─── The data

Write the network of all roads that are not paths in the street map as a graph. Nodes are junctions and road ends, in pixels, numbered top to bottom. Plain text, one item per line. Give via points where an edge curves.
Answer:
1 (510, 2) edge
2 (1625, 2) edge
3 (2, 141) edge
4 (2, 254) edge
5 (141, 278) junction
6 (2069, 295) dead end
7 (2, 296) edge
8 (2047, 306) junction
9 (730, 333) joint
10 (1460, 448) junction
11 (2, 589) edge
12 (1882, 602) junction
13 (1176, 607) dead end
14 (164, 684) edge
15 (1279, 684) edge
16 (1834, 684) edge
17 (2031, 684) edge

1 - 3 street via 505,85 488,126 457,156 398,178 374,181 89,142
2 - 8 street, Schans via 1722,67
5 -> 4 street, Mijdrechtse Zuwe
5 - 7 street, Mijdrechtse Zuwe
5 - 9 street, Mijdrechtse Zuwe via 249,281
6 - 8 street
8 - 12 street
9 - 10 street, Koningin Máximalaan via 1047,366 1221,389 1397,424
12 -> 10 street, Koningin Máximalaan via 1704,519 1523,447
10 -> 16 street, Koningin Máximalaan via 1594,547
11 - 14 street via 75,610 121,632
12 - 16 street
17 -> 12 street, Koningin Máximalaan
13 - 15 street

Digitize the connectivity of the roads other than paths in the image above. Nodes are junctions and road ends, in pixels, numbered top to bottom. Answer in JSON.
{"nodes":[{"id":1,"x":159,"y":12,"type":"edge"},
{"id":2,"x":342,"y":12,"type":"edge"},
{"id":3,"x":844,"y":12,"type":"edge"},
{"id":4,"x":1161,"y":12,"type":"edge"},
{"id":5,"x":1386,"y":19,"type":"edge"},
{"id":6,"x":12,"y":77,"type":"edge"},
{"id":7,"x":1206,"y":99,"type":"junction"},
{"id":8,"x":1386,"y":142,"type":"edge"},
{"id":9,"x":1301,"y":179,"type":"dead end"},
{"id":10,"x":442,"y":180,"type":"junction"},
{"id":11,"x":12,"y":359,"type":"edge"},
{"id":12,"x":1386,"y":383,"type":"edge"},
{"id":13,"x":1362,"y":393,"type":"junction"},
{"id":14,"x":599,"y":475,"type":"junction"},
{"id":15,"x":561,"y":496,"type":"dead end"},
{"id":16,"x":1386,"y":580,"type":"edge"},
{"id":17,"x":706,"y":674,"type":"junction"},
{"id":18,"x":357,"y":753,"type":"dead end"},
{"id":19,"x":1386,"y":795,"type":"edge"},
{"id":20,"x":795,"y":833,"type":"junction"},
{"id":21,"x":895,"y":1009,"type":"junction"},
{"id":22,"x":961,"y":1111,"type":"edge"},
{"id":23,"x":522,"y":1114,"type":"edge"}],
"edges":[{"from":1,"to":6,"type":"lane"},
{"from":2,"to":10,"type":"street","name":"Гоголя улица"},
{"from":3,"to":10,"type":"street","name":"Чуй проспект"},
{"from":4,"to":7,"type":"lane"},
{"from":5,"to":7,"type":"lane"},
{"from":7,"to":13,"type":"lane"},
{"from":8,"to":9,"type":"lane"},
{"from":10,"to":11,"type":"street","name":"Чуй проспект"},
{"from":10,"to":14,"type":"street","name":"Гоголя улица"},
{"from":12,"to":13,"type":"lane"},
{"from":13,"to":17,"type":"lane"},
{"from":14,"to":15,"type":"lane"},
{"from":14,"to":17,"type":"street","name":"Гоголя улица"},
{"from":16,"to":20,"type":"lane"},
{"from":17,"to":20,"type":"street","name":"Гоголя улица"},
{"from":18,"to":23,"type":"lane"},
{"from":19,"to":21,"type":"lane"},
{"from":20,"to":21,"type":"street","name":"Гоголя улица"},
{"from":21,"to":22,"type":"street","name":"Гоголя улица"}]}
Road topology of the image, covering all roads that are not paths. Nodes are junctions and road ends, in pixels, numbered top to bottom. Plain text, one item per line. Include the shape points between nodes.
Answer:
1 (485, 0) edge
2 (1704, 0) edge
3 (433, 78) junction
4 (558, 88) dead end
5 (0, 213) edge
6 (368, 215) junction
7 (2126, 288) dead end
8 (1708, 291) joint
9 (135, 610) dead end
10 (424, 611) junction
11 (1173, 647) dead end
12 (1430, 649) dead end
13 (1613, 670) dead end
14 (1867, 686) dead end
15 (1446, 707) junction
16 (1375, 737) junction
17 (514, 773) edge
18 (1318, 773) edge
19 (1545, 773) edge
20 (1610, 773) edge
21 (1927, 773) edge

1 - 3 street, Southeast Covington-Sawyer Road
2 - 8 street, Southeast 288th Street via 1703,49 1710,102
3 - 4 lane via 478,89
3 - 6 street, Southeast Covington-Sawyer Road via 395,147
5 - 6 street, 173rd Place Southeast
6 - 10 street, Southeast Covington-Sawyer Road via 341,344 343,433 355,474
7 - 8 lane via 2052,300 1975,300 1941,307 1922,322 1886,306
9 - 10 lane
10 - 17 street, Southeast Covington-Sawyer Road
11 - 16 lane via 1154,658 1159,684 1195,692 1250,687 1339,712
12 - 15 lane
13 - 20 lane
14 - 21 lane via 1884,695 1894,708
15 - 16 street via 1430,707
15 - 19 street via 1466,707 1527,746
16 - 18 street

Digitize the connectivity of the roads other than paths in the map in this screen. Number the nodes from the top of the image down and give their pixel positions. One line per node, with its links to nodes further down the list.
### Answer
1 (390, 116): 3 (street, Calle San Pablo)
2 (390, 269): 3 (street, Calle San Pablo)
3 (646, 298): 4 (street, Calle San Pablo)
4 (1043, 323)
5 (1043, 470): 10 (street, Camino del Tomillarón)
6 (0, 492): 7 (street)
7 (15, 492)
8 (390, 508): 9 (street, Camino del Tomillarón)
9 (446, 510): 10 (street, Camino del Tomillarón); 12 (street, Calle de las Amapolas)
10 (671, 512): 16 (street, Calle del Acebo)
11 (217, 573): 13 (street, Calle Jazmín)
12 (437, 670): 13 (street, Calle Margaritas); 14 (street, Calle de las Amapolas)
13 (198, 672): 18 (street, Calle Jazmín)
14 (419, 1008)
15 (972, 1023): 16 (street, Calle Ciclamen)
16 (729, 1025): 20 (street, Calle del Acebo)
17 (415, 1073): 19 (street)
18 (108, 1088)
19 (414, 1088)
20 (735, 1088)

──────

Instructions to follow:
Search the data for the string "other" and copy each line where it appears.

Output below:
Digitize the connectivity of the roads other than paths in the image above. Nodes are junctions and road ends, in pixels, numbered top to bottom. Answer in JSON.
Digitize the connectivity of the roads other than paths in the map in this screen. Number the nodes from the top of the image down and give their pixel positions. One line per node, with its links to nodes further down the list.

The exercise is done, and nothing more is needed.